To workaround for scala 2.10.4 we are resorting to creating a new thread per AntScalaCompiler (not the cleanest implementation but it gets the point across):

diff --git a/subprojects/scala/src/main/groovy/org/gradle/api/internal/tasks/scala/AntScalaCompiler.groovy b/subprojects/scala/src/main/groovy/org/graindex 0f5a397..ab44ae7 100644
--- a/subprojects/scala/src/main/groovy/org/gradle/api/internal/tasks/scala/AntScalaCompiler.groovy
+++ b/subprojects/scala/src/main/groovy/org/gradle/api/internal/tasks/scala/AntScalaCompiler.groovy
@@ -27,6 +27,7 @@ import org.slf4j.LoggerFactory

 class AntScalaCompiler implements Compiler<ScalaCompileSpec> {
     private static final Logger LOGGER = LoggerFactory.getLogger(AntScalaCompiler)
+    private final Thread.UncaughtExceptionHandler uncaughtHandler = { t, ex -> t.failure = ex } as Thread.UncaughtExceptionHandler

     private final IsolatedAntBuilder antBuilder
     private final Iterable<File> bootclasspathFiles
@@ -56,25 +57,42 @@ class AntScalaCompiler implements Compiler<ScalaCompileSpec> {
         LOGGER.debug("Ant scalac task options: {}", options)

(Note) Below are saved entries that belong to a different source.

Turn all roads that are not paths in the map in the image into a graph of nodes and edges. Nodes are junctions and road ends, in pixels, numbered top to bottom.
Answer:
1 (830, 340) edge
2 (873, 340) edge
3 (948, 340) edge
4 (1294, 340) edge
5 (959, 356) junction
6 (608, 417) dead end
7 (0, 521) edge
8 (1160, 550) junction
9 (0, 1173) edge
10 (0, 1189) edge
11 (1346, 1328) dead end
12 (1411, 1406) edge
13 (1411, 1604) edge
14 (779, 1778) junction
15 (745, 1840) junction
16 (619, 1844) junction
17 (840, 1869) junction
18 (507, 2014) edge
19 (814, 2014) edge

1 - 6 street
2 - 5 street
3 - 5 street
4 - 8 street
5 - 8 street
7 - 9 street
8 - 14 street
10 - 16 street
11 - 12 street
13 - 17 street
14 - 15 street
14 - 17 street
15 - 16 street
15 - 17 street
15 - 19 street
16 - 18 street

         antBuilder.withClasspath(scalaClasspath).execute { ant ->
-            taskdef(resource: 'scala/tools/ant/antlib.xml')
+            final Runnable antAction = {
+                taskdef(resource: 'scala/tools/ant/antlib.xml')

-            "${taskName}"(options) {
-                spec.source.addToAntBuilder(ant, 'src', FileCollection.AntType.MatchingTask)
-                bootclasspathFiles.each {file ->
-                    bootclasspath(location: file)
-                }
-                extensionDirs.each {dir ->
-                    extdirs(location: dir)
-                }
-                compileClasspath.each {file ->
-                    classpath(location: file)
+                "${taskName}"(options) {
+                    spec.source.addToAntBuilder(ant, 'src', FileCollection.AntType.MatchingTask)
+                    bootclasspathFiles.each { file ->
+                        bootclasspath(location: file)
+                    }
+                    extensionDirs.each { dir ->
+                        extdirs(location: dir)
+                    }
+                    compileClasspath.each { file ->
+                        classpath(location: file)
+                    }
                 }
+            } as Runnable
+            final Thread antScalaCompilerThread = createAntScalaCompilerThread(antAction)
+            antScalaCompilerThread.start()
+            antScalaCompilerThread.join()
+            antScalaCompilerThread.with {
+                if (failure) { throw failure }
             }
         }

         return { true } as WorkResult
     }

+    private Thread createAntScalaCompilerThread(Runnable antAction) {
+        Thread t = new Thread(antAction, "AntScalaCompilerThread")
+        t.metaClass.failure = null
+        t.uncaughtExceptionHandler = uncaughtHandler
+
+        t
+    }
+
+
     private VersionNumber sniffScalaVersion(Iterable<File> classpath) {
         def classLoader = new URLClassLoader(classpath*.toURI()*.toURL() as URL[], (ClassLoader) null)
         try {

However, with both versions of scala we’re seeing a massive increase in compilation execution time (with and without this patch under scala 2.11) - but I’ll start a separate thread for that issue.